INDUSTRY RANT: DC, and comics, get macro


Sure DC comics have always been the most corporate of the comics companies, being owned by Time/Warner for some time, and having long had their properties licensed in various media. Superman and Batman have been household names as far back as what the 50’s, or at least 60’s. Well DC have been making a lot of industry press lately with sweeping corporate changes, and it’s really no surprise to anyone that they’d been kind of lacking in that department. Coupled with Marvel’s increasingly more corporate positioning, through their movie production deal, and changes to their print business model and structure, comics are becoming more corporate than ever before, or at least than they’ve been in quite some time. This, is not a good thing.

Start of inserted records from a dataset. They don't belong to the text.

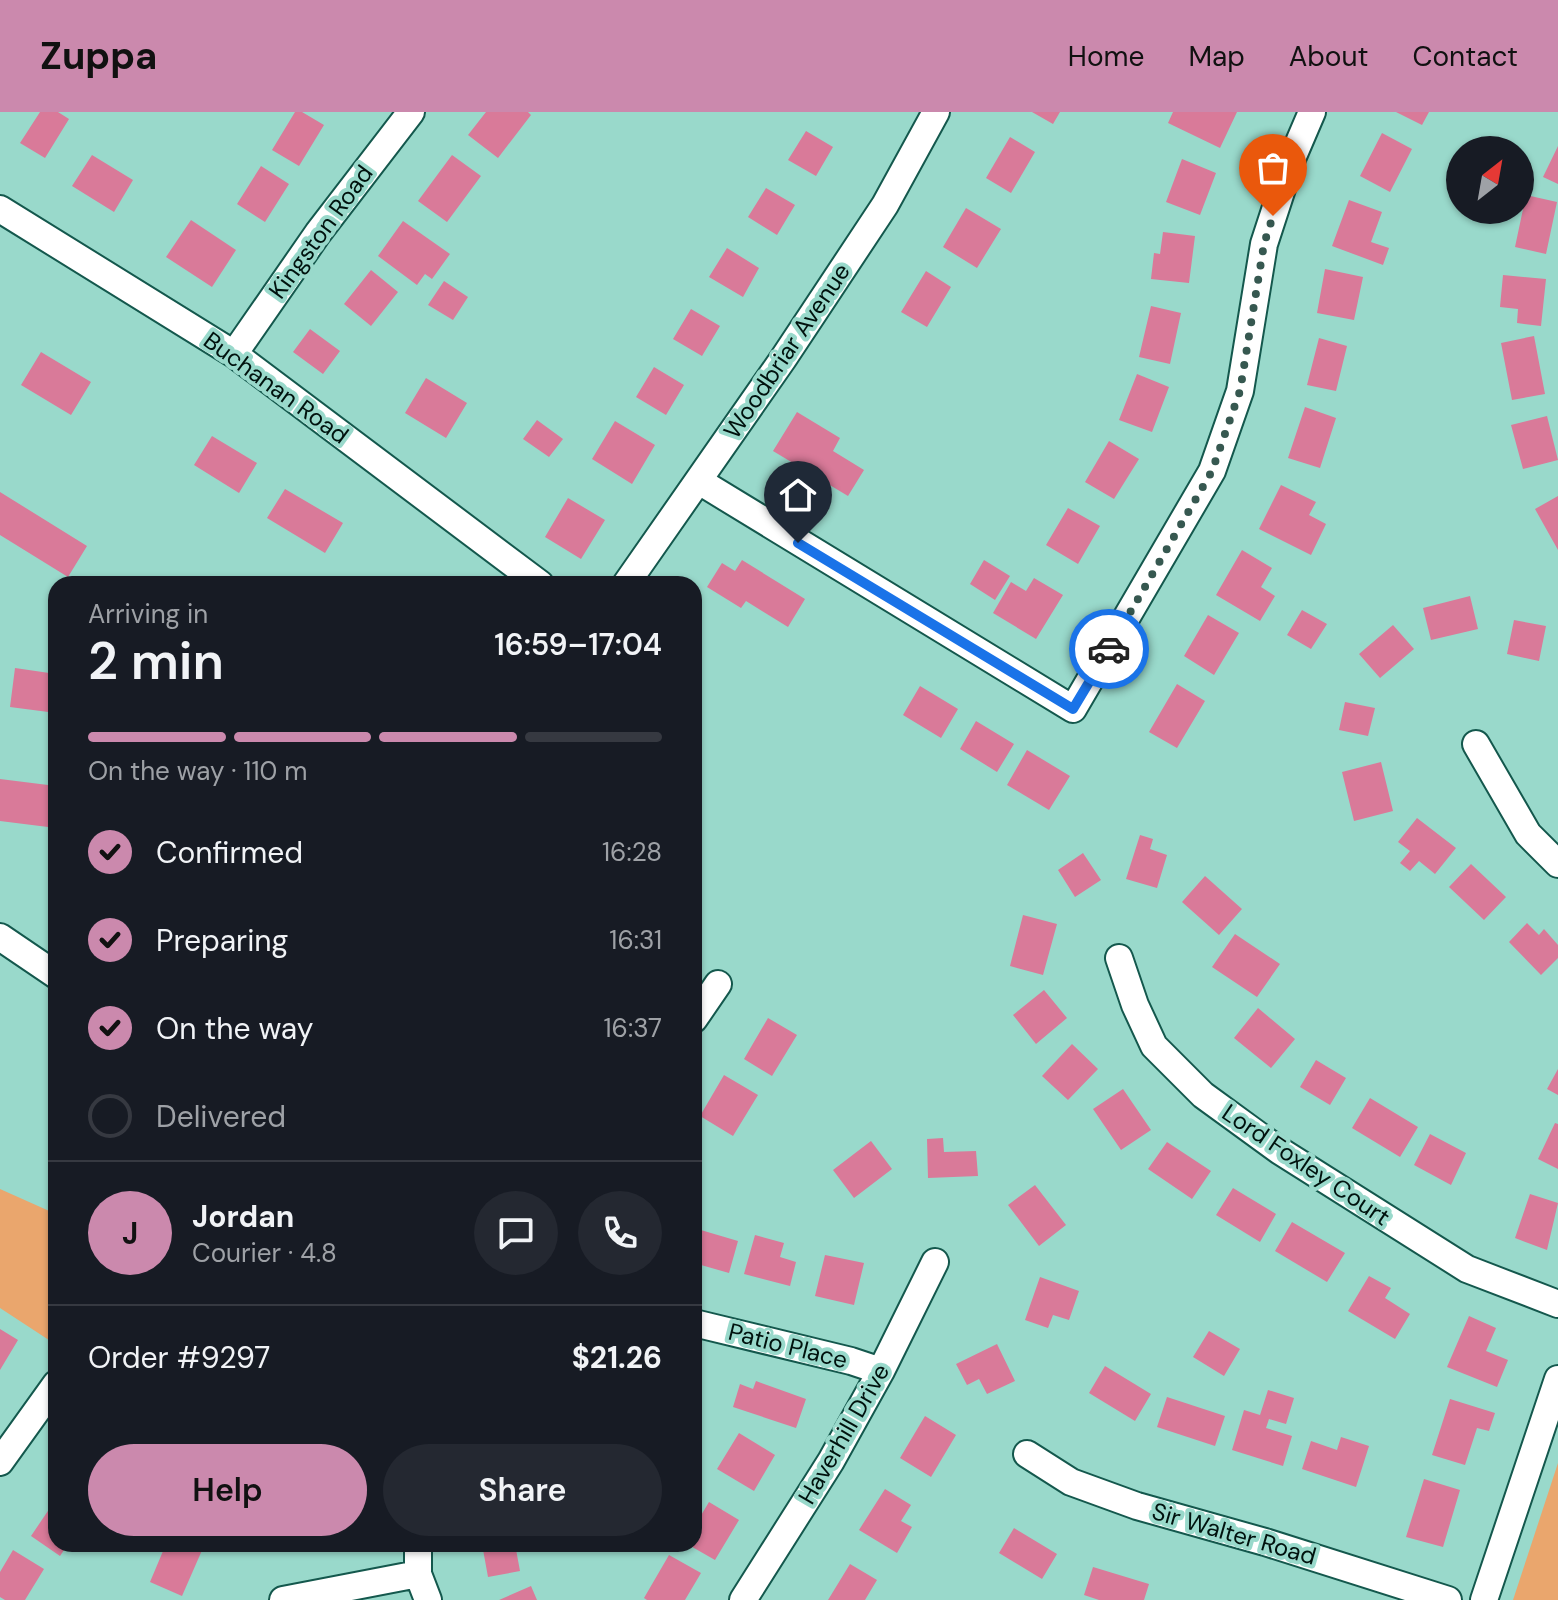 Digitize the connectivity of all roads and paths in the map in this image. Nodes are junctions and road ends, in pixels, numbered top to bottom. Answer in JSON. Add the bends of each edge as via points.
{"nodes":[{"id":1,"x":411,"y":112,"type":"edge"},
{"id":2,"x":936,"y":112,"type":"edge"},
{"id":3,"x":1312,"y":112,"type":"edge"},
{"id":4,"x":0,"y":209,"type":"edge"},
{"id":5,"x":234,"y":354,"type":"junction"},
{"id":6,"x":699,"y":481,"type":"junction"},
{"id":7,"x":529,"y":576,"type":"edge"},
{"id":8,"x":632,"y":576,"type":"edge"},
{"id":9,"x":1476,"y":744,"type":"dead end"},
{"id":10,"x":1558,"y":864,"type":"edge"},
{"id":11,"x":0,"y":937,"type":"edge"},
{"id":12,"x":1119,"y":958,"type":"dead end"},
{"id":13,"x":48,"y":970,"type":"edge"},
{"id":14,"x":718,"y":984,"type":"dead end"},
{"id":15,"x":702,"y":1007,"type":"edge"},
{"id":16,"x":935,"y":1262,"type":"dead end"},
{"id":17,"x":1558,"y":1304,"type":"edge"},
{"id":18,"x":702,"y":1325,"type":"edge"},
{"id":19,"x":881,"y":1371,"type":"junction"},
{"id":20,"x":1558,"y":1379,"type":"edge"},
{"id":21,"x":48,"y":1395,"type":"edge"},
{"id":22,"x":1027,"y":1454,"type":"dead end"},
{"id":23,"x":0,"y":1462,"type":"edge"},
{"id":24,"x":418,"y":1552,"type":"edge"},
{"id":25,"x":418,"y":1574,"type":"junction"},
{"id":26,"x":283,"y":1600,"type":"edge"},
{"id":27,"x":428,"y":1600,"type":"edge"},
{"id":28,"x":743,"y":1600,"type":"edge"},
{"id":29,"x":1448,"y":1600,"type":"edge"},
{"id":30,"x":1484,"y":1600,"type":"edge"}],
"edges":[{"from":1,"to":5,"type":"street","name":"Kingston Road"},
{"from":2,"to":6,"type":"street","name":"Woodbriar Avenue","via":[[885,205]]},
{"from":3,"to":6,"type":"street","via":[[1264,244],[1240,391],[1212,471],[1073,709]]},
{"from":4,"to":5,"type":"street","name":"Buchanan Road"},
{"from":5,"to":7,"type":"street","name":"Buchanan Road"},
{"from":6,"to":8,"type":"street","name":"Woodbriar Avenue"},
{"from":9,"to":10,"type":"street","via":[[1528,834]]},
{"from":11,"to":13,"type":"street"},
{"from":12,"to":17,"type":"street","name":"Lord Foxley Court","via":[[1154,1046],[1203,1095],[1280,1151],[1467,1269]]},
{"from":14,"to":15,"type":"street"},
{"from":16,"to":19,"type":"street","name":"Haverhill Drive"},
{"from":18,"to":19,"type":"street","name":"Patio Place"},
{"from":19,"to":28,"type":"street","name":"Haverhill Drive"},
{"from":20,"to":30,"type":"street"},
{"from":21,"to":23,"type":"street"},
{"from":22,"to":29,"type":"street","name":"Sir Walter Road","via":[[1071,1482],[1137,1506]]},
{"from":24,"to":25,"type":"street"},
{"from":25,"to":26,"type":"street"},
{"from":25,"to":27,"type":"street"}]}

Let me clarify. Corporate comics most certainly mean less creative comics. You simply can not take the risks strong creatively driven content demands in an increasingly corporate structure, this can only lead to a more homogenized product. For example, comics had been on a creative upswing since the late 80’s. Opening doors in creative areas they’d never considered before, and if you look at what drove that, what made comics more creatively aggressive, it was the weakened corporate presence. The books stopped being distributed to the mass market, by and large, and became specialty items, very un-corporate. Where the big publishers used to produce mass quantities of product to the mass market, they had become quite the opposite. Marvel even went bankrupt. Now the mass market for the publishers, is licensed properties in other media, and it’s up to the print divisions to fall in line in support of those goals.

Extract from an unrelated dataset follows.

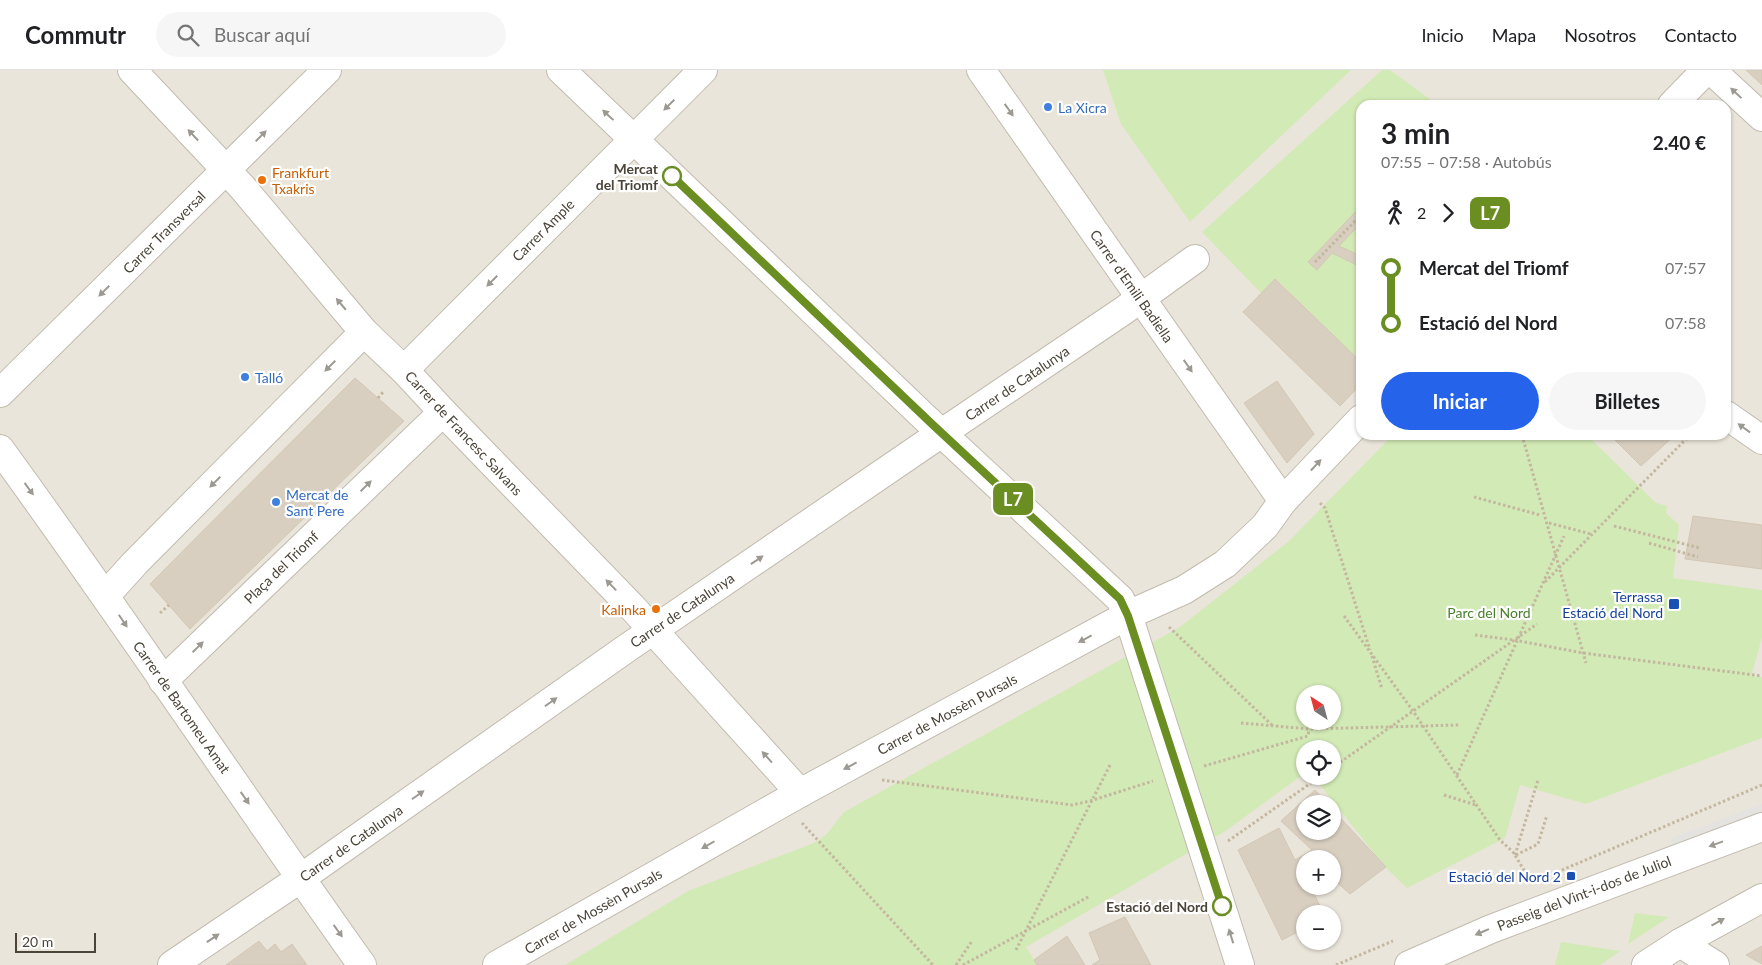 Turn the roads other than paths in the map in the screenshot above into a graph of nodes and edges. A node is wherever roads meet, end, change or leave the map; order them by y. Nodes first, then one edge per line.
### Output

That is not to say there aren’t potentially good things about more corporate comics. It should certainly bring a higher presence to the industry. With corporate initiatives chasing larger dollars, you’d certainly expect to see some serious inroads to establishing comics outside the niche market they currently exist in. Something the industry desperately needs.

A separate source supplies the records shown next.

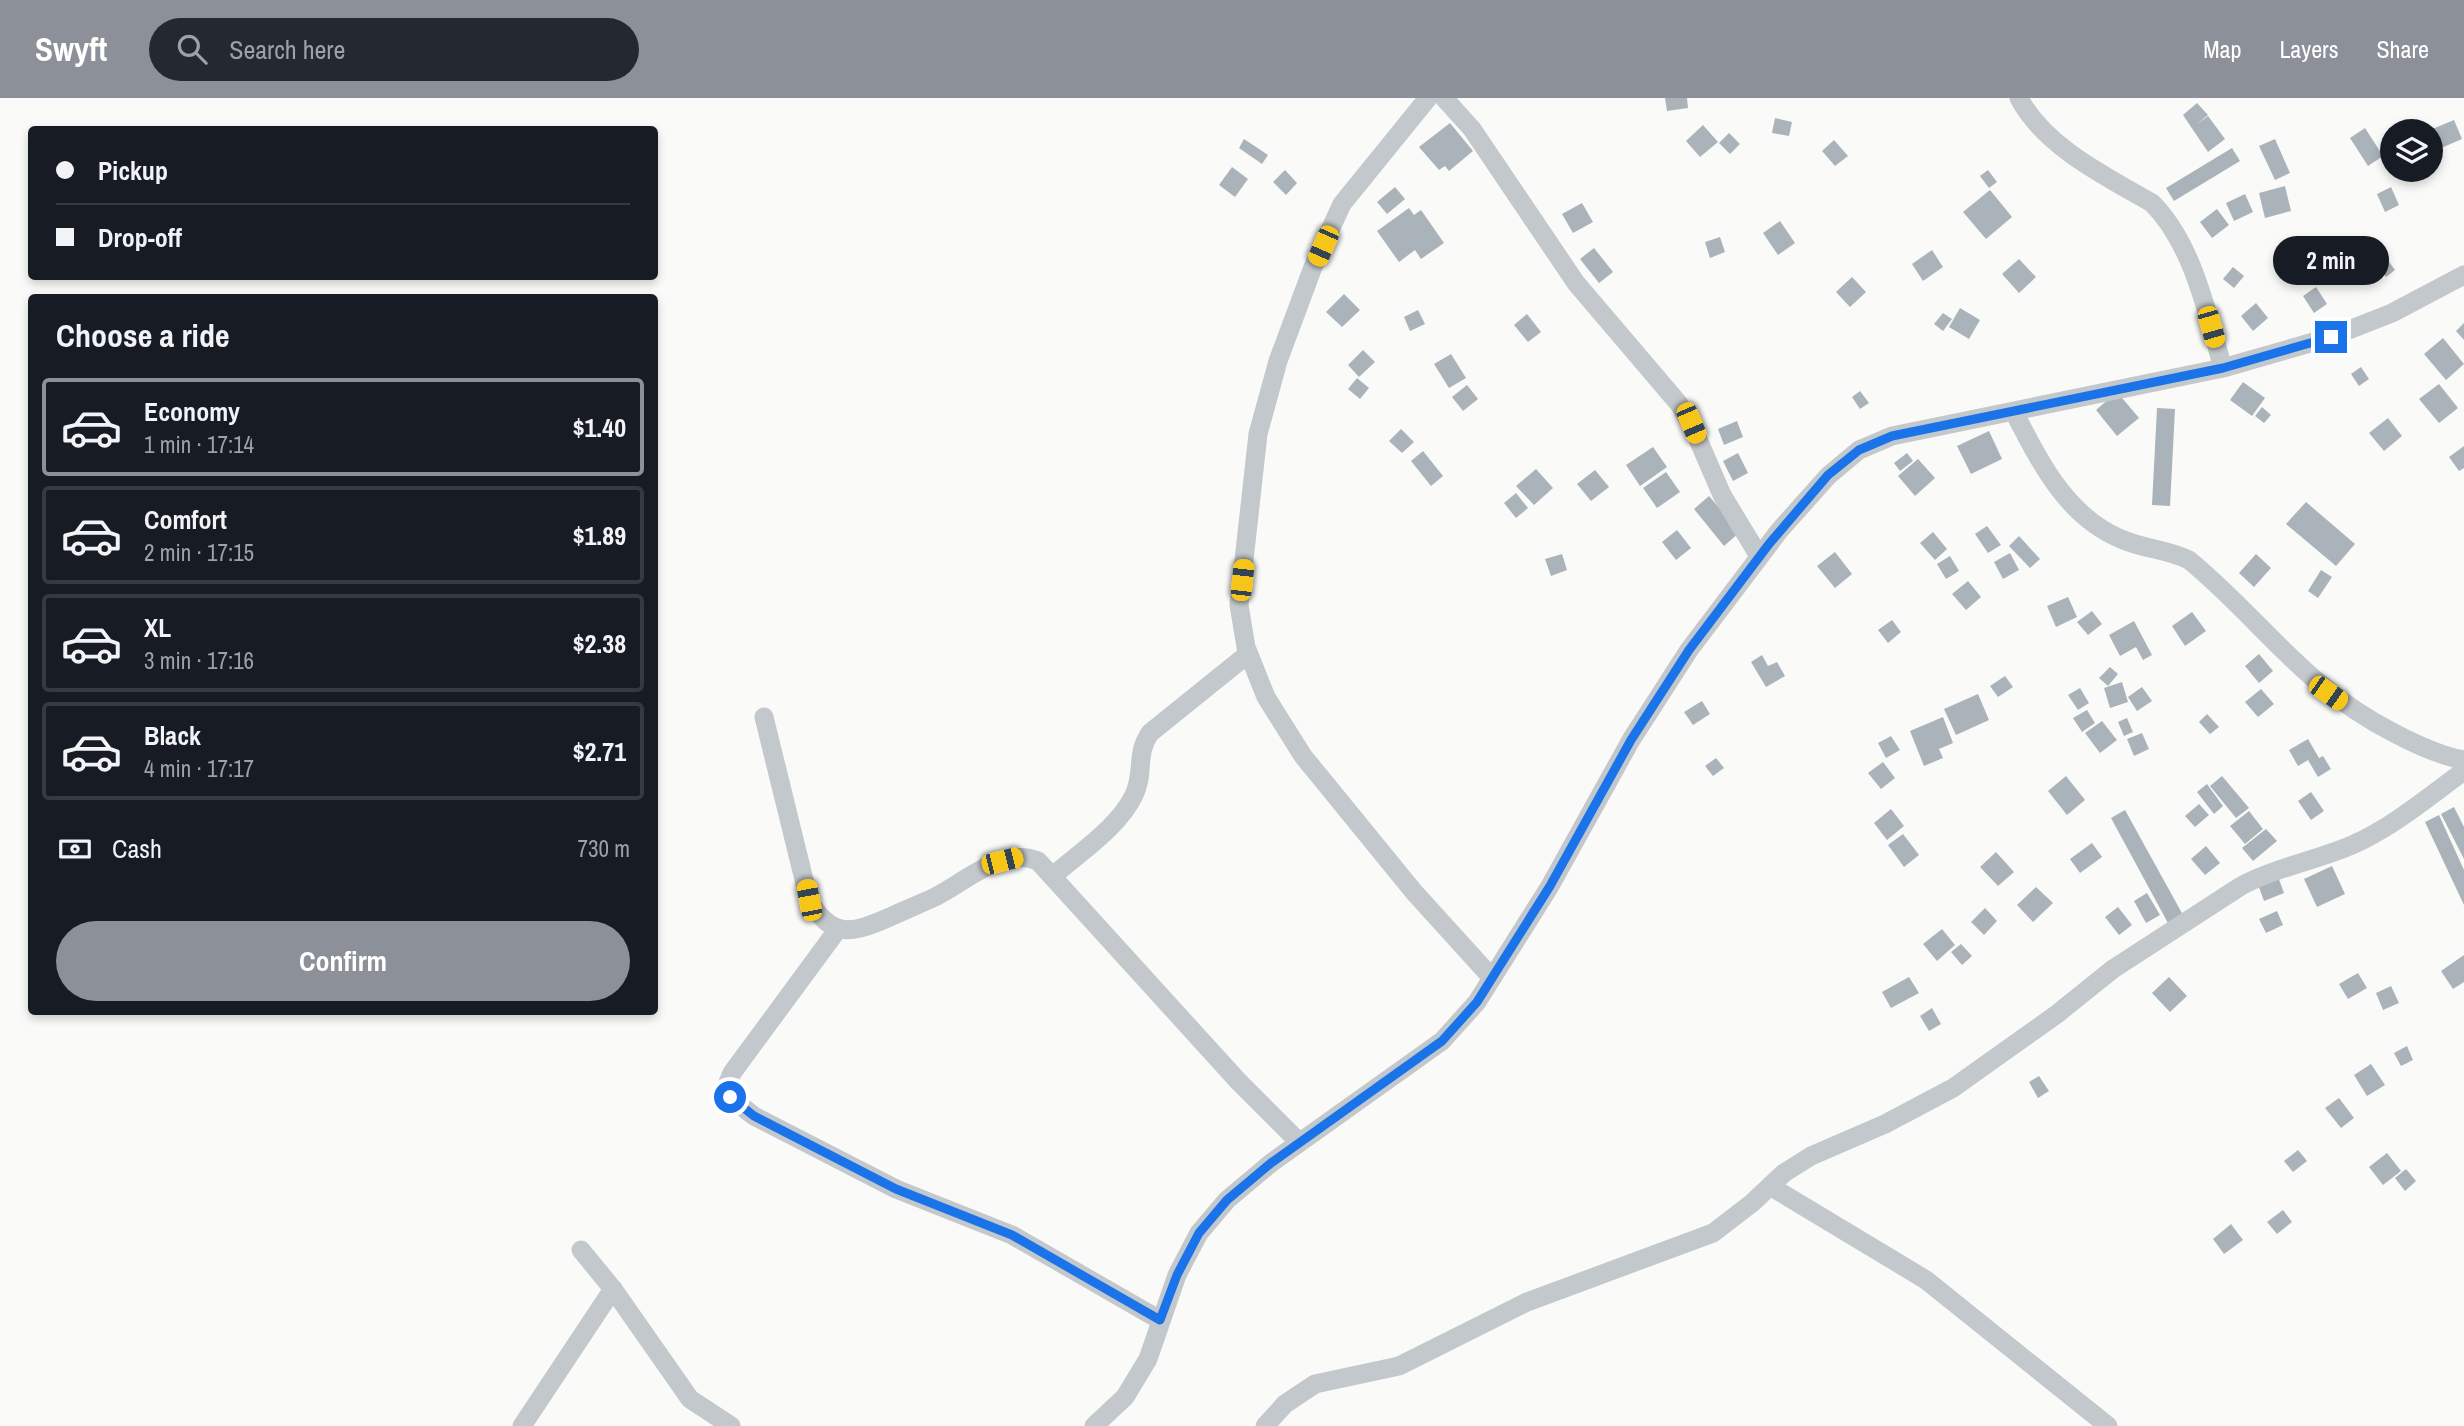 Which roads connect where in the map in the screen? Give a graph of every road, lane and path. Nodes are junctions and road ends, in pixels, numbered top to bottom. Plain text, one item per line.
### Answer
1 (1428, 98) edge
2 (1444, 98) edge
3 (2000, 98) edge
4 (2021, 101) edge
5 (2464, 275) edge
6 (2223, 368) junction
7 (2014, 412) junction
8 (1759, 556) junction
9 (1248, 654) junction
10 (764, 718) dead end
11 (2464, 760) edge
12 (2464, 771) edge
13 (1053, 876) junction
14 (838, 929) junction
15 (1492, 978) junction
16 (1299, 1142) junction
17 (1770, 1186) junction
18 (581, 1250) dead end
19 (613, 1289) junction
20 (1160, 1320) junction
21 (522, 1426) edge
22 (731, 1426) edge
23 (1094, 1426) edge
24 (1265, 1426) edge
25 (2108, 1426) edge

1 - 9 street
2 - 8 street
3 - 4 street
4 - 6 street
5 - 6 street
6 - 7 street
7 - 8 street
7 - 11 street
8 - 15 street
9 - 13 street
9 - 15 street
10 - 14 street
12 - 17 street
13 - 14 street
13 - 16 street
14 - 20 street
15 - 16 street
16 - 20 street
17 - 24 street
17 - 25 street
18 - 19 street
19 - 21 street
19 - 22 street
20 - 23 street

So you have a trade off. You may loose some quality, but you gain some much needed strength of market. Hopefully there will still be room for vibrant, creative-driven books, and a market to support them. You can certainly expect to see less of that from Marvel and DC.

For Newsarama's insightful look at the "new DC" go HERE

2 comments:

E. Burns said...

For the record, Superman became a household name by 1940. They were selling millions upon millions of copies of Action Comics and Superman Magazine almost from the beginning -- and in the first few years, more adults than children bought it.

Jason Martin said...

e. burns,

Thanks for taking the time to post your comments, I appreciate that. Hope to hear more from you in the future.

I'm not sure whether to take your comments as pro, con, or indifferent to mine, so I'll just say that I only hope, whatever the direction may be (corporate or otherwise), that it leads to comics being a more thriving medium here in the states, like you mention in your example. Because as long as the industry’s financially sound, we'll have a place for any kind of creation.